Parents' good examples help guide financial literacy
Offspring raised in such an environment found more confident in futureMarch 14th, 2013
A new study finds that Americans whose parents set good financial examples are more likely to be among the 62 percent of Americans who have a financial plan and feel confident in their financial future.
The first results of the Psychology of Financial Planning Survey, released earlier this year by Genworth Financial Inc., of Richmond, Va., are part of a series of research findings that will be issued throughout 2013. The purpose of the survey was to gain insights into the psyche of Americans about what prompts or restricts them from planning for their financial futures.
"One of Genworth's main goals in conducting this research is to figure out how we can best help consumers prepare for important financial events that will occur in their lives," says Pam Nelson, Genworth's director of customer insights. "Often consumers are so focused on their immediate financial situations that it causes a mental block that prevents them from preparing for their financial futures. We are hoping to better understand and address consumer needs and fears with innovative products and resources that can get them on the road to financial success."
Surprisingly, younger Americans are taking steps early on to plan for their financial futures and are just as likely as other age groups to have a financial plan, Genworth found. Sixty-one percent of respondents ages 25 to 39 have a financial plan, compared with 61 percent of respondents age 40 to 50 and the 63 percent of respondents over the age of 60 with a plan. The finding is particularly insightful given the economic turmoil of the past several years, from the Great Recession to the fiscal cliff, indicating younger people have taken heed, the company said.
"Since younger adults are characterized as living in the here and now, it might seem surprising that they are putting so much emphasis on long-term financial planning. However, their current generation's foundational years are occurring in a period of economic hardship and decline which is shifting this paradigm," says Dr. Barbara Nusbaum, a New York-based psychologist and money coach.
When explaining why people do and don't plan for their financial future, Nusbaum says an important factor is that people learn their financial feelings, attitudes, and behaviors from their parents, both through indirect teaching and observation.
The data confirms Nusbaum's psychological assessment with more than six in 10 (61 percent) respondents who believe that their parents set a good example for them in terms of financial planning.
Respondents with good examples were more likely to have a financial plan and be confident in their financial future.

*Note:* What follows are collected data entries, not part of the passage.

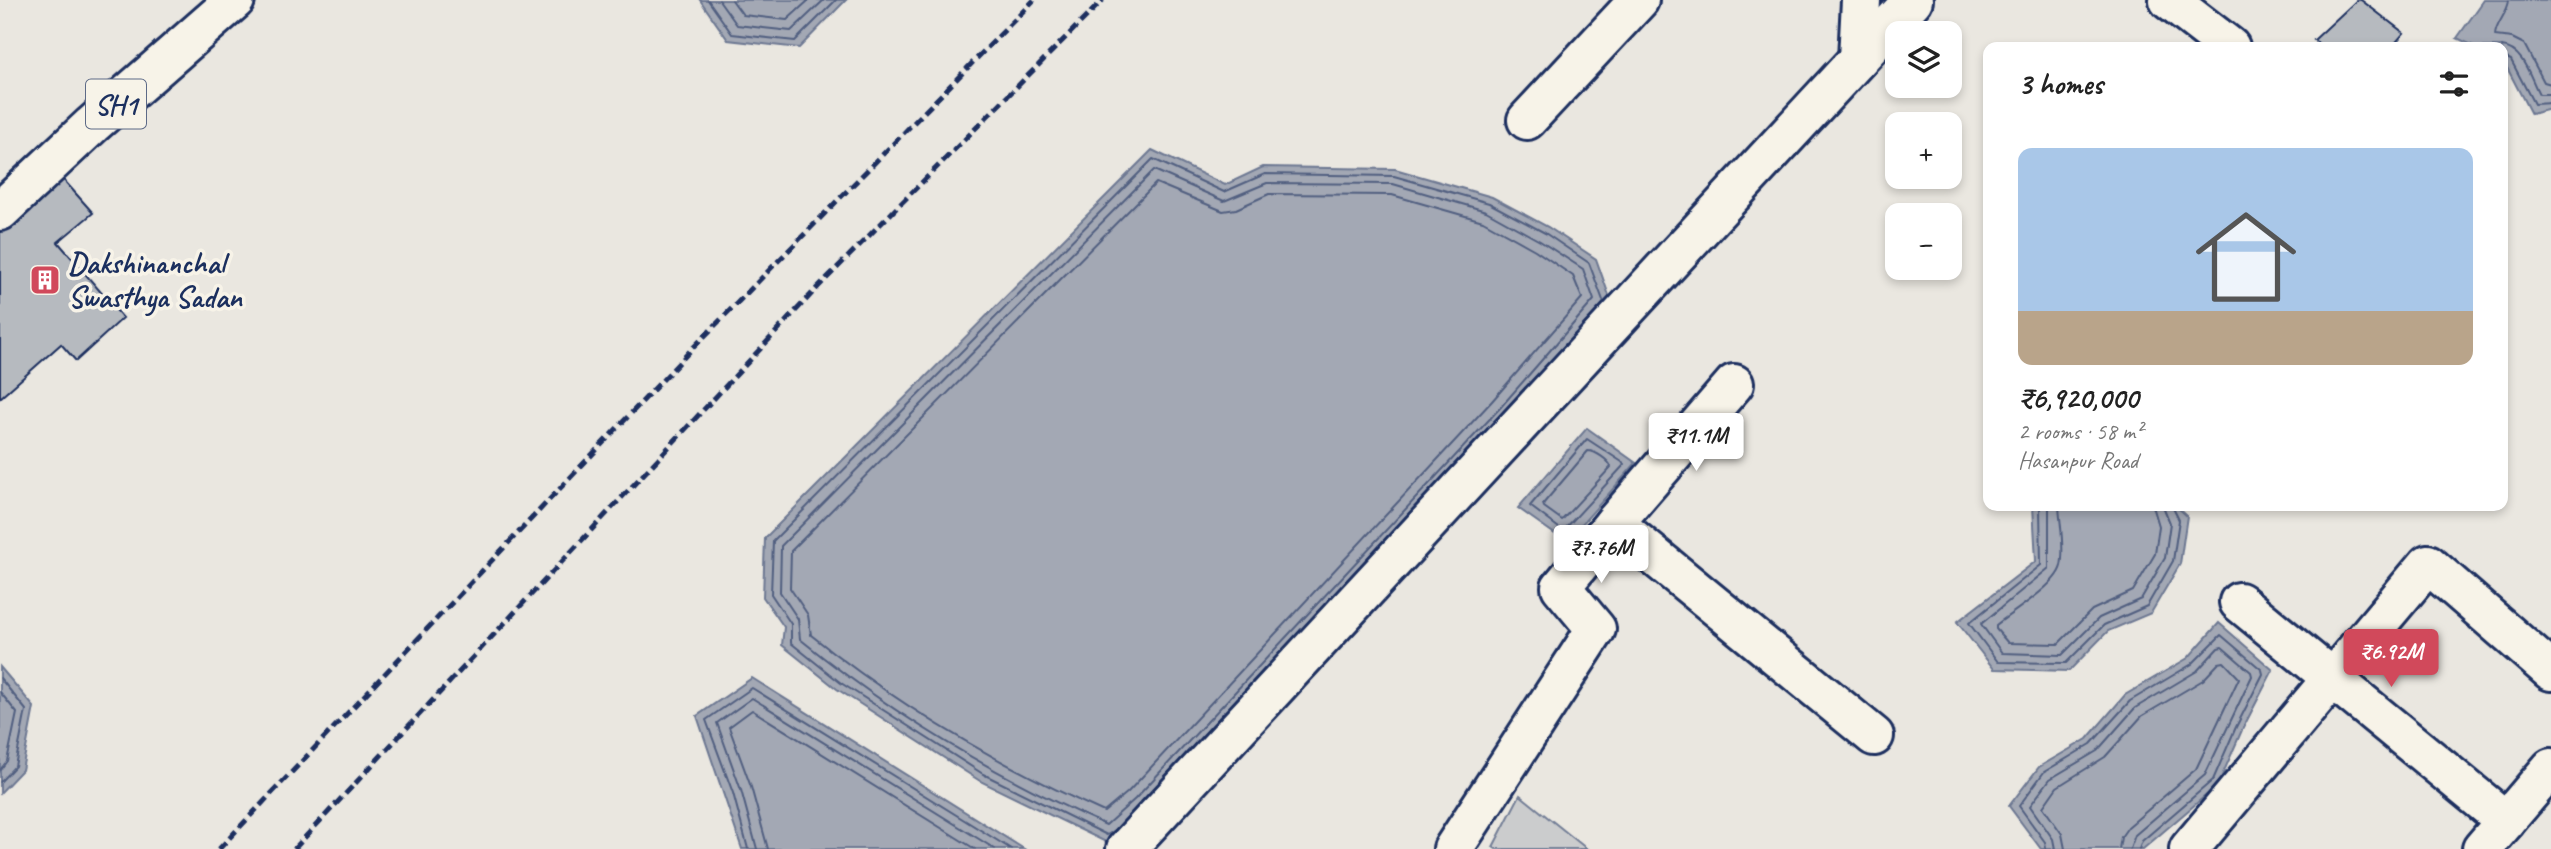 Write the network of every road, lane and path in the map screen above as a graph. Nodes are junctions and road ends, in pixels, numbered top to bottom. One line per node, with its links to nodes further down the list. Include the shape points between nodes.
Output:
1 (235, 0): 9 (street, SH1)
2 (1639, 0): 8 (street)
3 (1861, 0): 7 (street)
4 (1913, 0): 7 (street)
5 (2169, 0): 6 (street)
6 (2224, 42)
7 (1858, 59): 18 (street)
8 (1527, 120)
9 (0, 211)
10 (1734, 384): 11 (street)
11 (1614, 523): 15 (street); 19 (street, via 1561,587 1596,629)
12 (2239, 602): 14 (street)
13 (2551, 671): 14 (street, via 2428,564)
14 (2332, 678): 17 (street); 20 (street)
15 (1874, 736)
16 (2551, 768): 17 (street)
17 (2494, 835)
18 (1126, 849)
19 (1453, 849)
20 (2189, 849)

Sixty-six percent of those who had parents who set good financial examples reported having a financial plan, compared with just 55 percent of those who said their parents didn't set good financial examples.

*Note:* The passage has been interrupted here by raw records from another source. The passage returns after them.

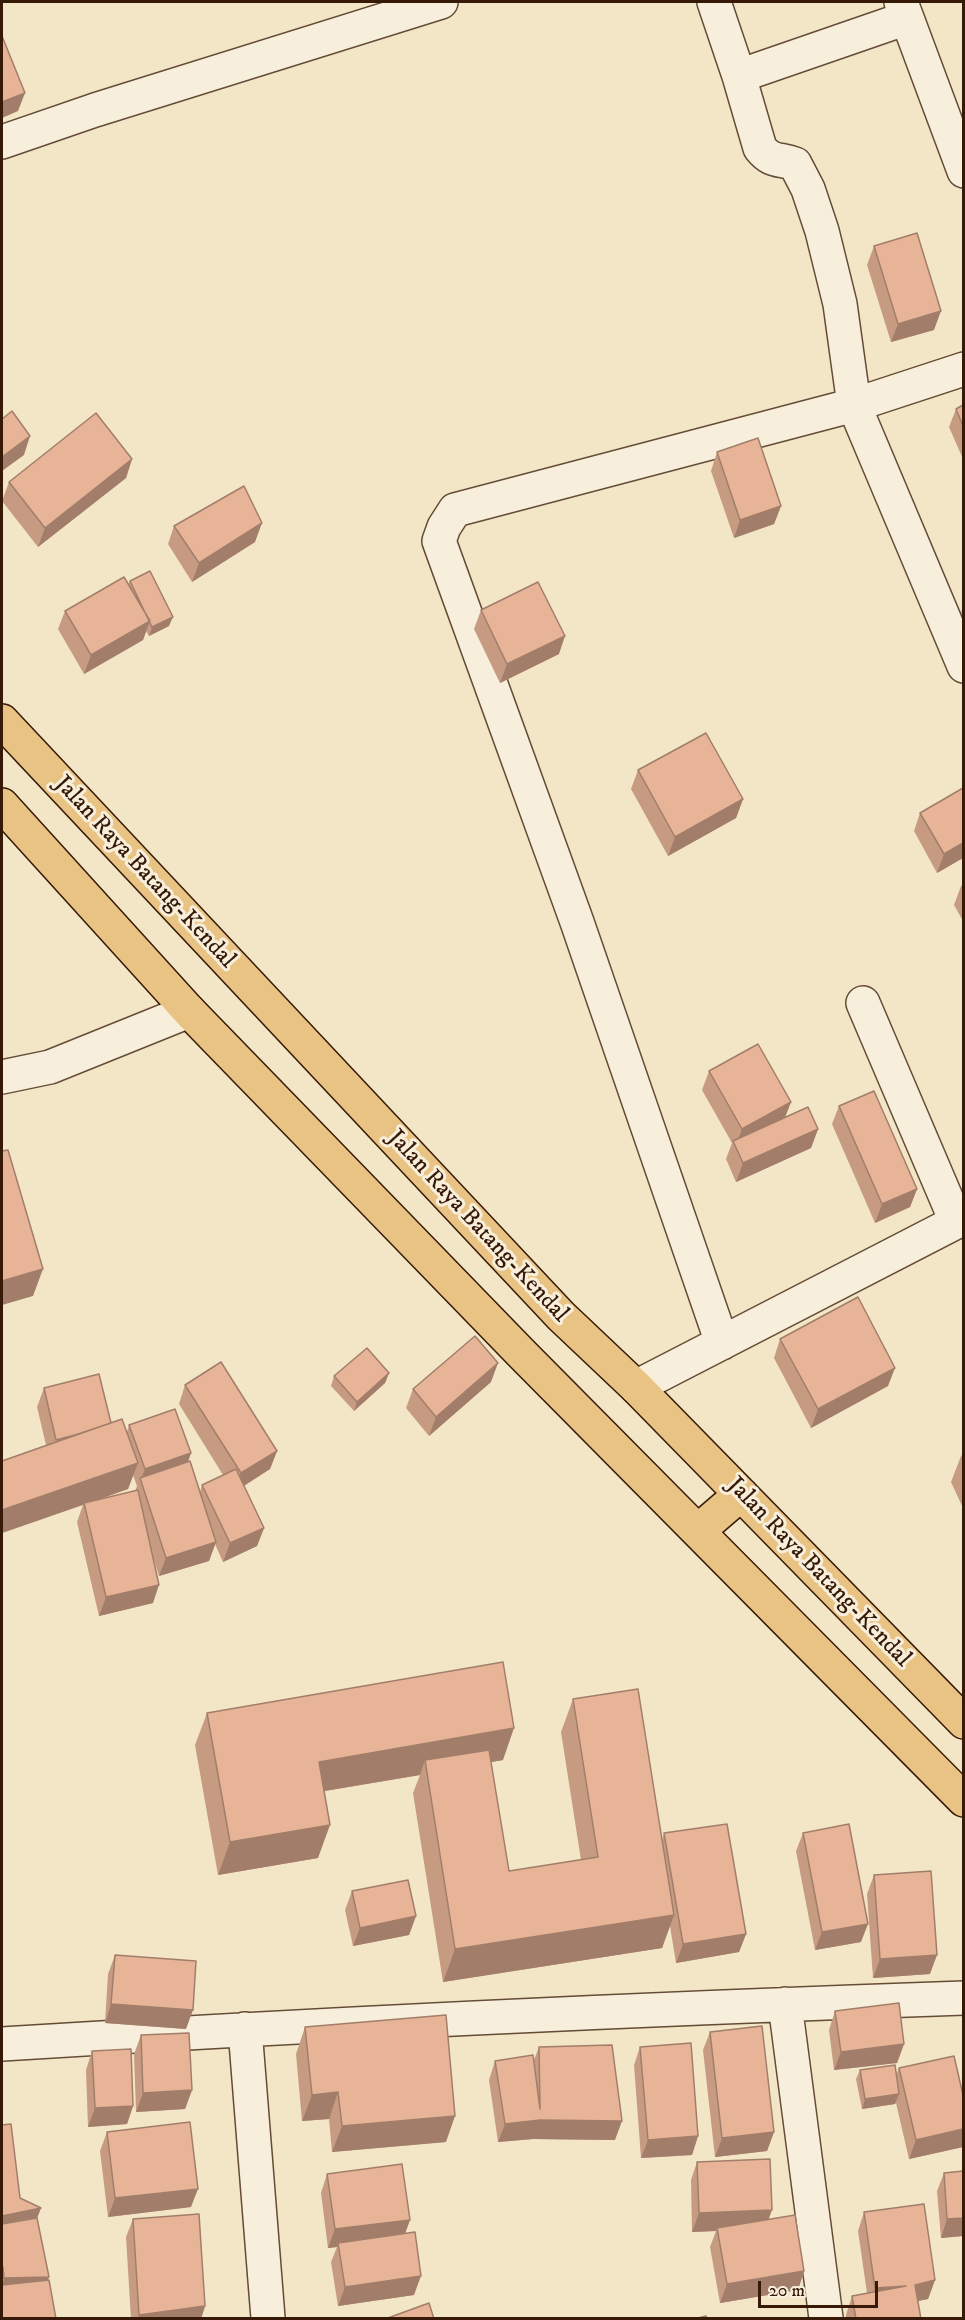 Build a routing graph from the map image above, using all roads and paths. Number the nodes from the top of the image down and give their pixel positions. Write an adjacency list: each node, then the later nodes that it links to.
1 (441, 2): 4 (street)
2 (714, 2): 5 (street)
3 (904, 10): 5 (street); 7 (street)
4 (364, 13): 6 (street)
5 (739, 76): 9 (street)
6 (2, 142)
7 (963, 171)
8 (963, 369): 9 (street)
9 (854, 405): 10 (street); 17 (street)
10 (963, 666)
11 (2, 721): 18 (highway, Jalan Raya Batang-Kendal)
12 (2, 805): 14 (highway)
13 (863, 1003): 16 (street)
14 (189, 1011): 15 (street); 20 (highway)
15 (2, 1077)
16 (960, 1219): 17 (street)
17 (722, 1344): 18 (street)
18 (636, 1387): 19 (highway, Jalan Raya Batang-Kendal)
19 (741, 1494): 20 (highway); 21 (highway, Jalan Raya Batang-Kendal)
20 (698, 1531): 22 (highway)
21 (963, 1722)
22 (963, 1800)
23 (963, 1998): 24 (street)
24 (785, 2004): 25 (street); 28 (street)
25 (245, 2029): 26 (street); 27 (street)
26 (2, 2043)
27 (268, 2319)
28 (826, 2319)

Similarly, 71 percent of respondents whose parents set good examples said they feel confident in their financial future, and only 33 percent of those respondents fear not having enough money to live comfortably in retirement.
By comparison, just 53 percent of those whose parents didn't set good financial examples said they feel confident in their financial future, and 41 percent fear not having enough money to live comfortably in retirement.
Olympic gold medalist Wendy Boglioli, a Genworth spokeswoman and motivational speaker who champions financial and physical fitness, says, "Parents play such a pivotal role for their childrenfinancially, physically, and mentallyimportant life lessons that are passed on from generation to generation.
"My parents did not have much money," Boglioli says. "In fact, my mom and dad raised seven kids on $1.90 an hour for over 20 years. But they had a plan and stuck to a daily budget. Their hard-earned money had to work for them in very creative ways. Fortunately, my siblings and I learned to do the same thing."
Although people internalize good and poor financial habits from their parents, Nusbaum points out that even without parents who set good financial examples, people can take it upon themselves to learn better financial habits and develop a plan for their future.
To see how their financial planning habits and confidence compare with others, consumers can access the survey findings at www.surveygizmo.com/s3/1136328/Financial-Planning-Survey.
The Psychology of Financial Planning Survey is a national survey conducted by Toluna and J&K Solutions on behalf of Genworth. The survey was administered online in December. A total of 1,023 adults ages 25 and older with a household income in excess of $50,000 were surveyed.
Genworth, a Fortune 500 insurance holding company, with about 6,300 employees describes itself as being "dedicated to helping people secure their financial lives, families and futures." Its products and services include life insurance, long-term care insurance, mortgage insurance, financial protection coverages, and independent adviser-based wealth management.